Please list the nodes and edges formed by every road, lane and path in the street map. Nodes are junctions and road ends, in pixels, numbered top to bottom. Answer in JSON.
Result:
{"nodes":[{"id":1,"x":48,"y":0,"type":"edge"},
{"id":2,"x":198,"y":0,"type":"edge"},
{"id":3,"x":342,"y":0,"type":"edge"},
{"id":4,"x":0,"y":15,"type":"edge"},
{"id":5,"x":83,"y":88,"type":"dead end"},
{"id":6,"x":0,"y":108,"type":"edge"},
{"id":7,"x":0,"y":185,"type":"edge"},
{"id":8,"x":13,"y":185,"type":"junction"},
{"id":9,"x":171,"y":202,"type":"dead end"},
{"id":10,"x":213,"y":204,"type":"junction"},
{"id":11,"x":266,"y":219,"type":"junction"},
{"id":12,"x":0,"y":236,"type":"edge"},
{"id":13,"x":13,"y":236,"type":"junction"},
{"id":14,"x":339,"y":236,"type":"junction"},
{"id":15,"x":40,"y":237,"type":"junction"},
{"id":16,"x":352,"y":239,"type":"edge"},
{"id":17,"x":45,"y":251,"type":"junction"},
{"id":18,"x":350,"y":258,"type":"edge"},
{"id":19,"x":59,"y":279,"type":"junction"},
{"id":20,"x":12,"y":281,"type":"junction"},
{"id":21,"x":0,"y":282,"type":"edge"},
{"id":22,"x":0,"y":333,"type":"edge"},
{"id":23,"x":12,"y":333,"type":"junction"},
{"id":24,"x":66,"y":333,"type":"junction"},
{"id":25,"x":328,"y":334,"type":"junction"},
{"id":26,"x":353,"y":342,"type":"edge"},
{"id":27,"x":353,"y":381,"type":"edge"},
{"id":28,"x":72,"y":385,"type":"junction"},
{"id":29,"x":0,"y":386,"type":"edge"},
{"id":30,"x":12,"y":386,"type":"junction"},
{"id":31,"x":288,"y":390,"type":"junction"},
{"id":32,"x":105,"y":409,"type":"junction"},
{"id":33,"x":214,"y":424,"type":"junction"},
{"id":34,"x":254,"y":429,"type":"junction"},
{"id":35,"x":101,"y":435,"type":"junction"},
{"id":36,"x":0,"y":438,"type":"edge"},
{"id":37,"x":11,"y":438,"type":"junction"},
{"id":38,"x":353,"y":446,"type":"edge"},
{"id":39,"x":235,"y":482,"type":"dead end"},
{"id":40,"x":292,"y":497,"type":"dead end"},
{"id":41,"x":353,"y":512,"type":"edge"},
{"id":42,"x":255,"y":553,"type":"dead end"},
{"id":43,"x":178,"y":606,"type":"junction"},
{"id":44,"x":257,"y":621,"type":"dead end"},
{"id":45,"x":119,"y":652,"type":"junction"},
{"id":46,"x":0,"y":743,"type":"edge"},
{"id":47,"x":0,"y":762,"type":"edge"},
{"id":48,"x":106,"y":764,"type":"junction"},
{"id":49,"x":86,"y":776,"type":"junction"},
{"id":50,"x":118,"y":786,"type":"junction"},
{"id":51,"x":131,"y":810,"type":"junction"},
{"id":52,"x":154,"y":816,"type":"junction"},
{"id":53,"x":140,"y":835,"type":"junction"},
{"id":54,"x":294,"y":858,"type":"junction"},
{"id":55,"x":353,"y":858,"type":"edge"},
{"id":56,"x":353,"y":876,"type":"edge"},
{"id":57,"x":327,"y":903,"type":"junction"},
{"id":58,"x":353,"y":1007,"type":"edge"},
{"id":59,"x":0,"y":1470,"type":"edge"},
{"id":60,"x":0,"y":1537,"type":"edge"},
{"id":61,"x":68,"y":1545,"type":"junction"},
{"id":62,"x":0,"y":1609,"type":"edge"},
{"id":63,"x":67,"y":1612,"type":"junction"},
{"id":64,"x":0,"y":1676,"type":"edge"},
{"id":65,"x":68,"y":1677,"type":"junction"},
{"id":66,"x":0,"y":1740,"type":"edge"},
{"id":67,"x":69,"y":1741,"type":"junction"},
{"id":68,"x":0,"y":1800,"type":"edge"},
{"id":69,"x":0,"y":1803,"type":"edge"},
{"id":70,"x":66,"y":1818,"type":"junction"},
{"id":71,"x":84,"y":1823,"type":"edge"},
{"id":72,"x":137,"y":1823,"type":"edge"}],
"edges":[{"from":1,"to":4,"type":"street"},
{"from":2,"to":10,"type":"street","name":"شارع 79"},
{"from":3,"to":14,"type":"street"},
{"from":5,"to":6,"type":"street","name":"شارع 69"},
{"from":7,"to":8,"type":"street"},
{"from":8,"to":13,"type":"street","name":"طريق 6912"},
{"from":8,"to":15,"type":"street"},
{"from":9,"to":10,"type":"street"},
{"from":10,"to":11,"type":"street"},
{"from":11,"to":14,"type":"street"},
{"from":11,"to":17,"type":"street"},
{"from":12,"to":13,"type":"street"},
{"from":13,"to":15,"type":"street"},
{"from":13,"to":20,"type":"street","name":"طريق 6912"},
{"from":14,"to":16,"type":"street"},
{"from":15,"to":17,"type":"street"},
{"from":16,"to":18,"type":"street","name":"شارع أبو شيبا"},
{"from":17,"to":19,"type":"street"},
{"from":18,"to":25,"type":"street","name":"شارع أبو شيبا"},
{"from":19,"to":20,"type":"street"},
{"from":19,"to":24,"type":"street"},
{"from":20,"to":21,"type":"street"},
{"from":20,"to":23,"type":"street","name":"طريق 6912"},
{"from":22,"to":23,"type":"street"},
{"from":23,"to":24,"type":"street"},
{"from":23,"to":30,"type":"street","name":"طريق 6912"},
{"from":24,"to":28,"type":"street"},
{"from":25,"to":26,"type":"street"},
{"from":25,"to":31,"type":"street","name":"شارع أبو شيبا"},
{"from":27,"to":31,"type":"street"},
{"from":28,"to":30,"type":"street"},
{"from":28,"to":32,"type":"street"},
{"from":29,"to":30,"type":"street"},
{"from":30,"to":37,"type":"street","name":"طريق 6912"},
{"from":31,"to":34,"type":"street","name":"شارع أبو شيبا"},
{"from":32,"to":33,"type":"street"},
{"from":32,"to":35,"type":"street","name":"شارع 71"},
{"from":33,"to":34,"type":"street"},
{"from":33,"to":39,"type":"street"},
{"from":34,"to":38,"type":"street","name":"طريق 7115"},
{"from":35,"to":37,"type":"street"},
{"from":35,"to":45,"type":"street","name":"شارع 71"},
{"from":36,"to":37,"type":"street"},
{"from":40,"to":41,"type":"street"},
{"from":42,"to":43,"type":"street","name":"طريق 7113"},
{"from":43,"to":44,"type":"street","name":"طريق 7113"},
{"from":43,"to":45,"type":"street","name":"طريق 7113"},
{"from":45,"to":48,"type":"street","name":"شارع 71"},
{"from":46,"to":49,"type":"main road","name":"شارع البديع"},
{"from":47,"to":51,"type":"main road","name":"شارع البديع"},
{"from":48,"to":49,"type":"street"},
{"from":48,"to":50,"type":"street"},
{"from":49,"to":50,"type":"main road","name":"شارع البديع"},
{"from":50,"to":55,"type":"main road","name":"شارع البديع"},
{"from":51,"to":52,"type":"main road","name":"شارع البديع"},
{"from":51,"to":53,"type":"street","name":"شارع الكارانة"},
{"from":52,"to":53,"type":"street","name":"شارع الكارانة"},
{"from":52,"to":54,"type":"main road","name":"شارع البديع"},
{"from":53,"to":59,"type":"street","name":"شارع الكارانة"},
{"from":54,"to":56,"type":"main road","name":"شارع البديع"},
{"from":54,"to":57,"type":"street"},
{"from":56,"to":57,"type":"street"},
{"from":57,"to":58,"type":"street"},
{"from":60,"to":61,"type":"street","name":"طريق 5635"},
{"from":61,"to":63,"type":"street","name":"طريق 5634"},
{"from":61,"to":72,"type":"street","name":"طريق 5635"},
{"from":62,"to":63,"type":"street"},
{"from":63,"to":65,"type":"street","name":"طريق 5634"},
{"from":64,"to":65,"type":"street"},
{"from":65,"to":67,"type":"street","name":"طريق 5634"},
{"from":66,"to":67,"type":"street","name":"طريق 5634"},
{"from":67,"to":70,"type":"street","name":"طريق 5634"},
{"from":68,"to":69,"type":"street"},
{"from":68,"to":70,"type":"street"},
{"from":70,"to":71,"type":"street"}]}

________

After reading the entries above, report the number of lines that include the string "nodes". Give no other text.

**ANSWER SPACE:**
2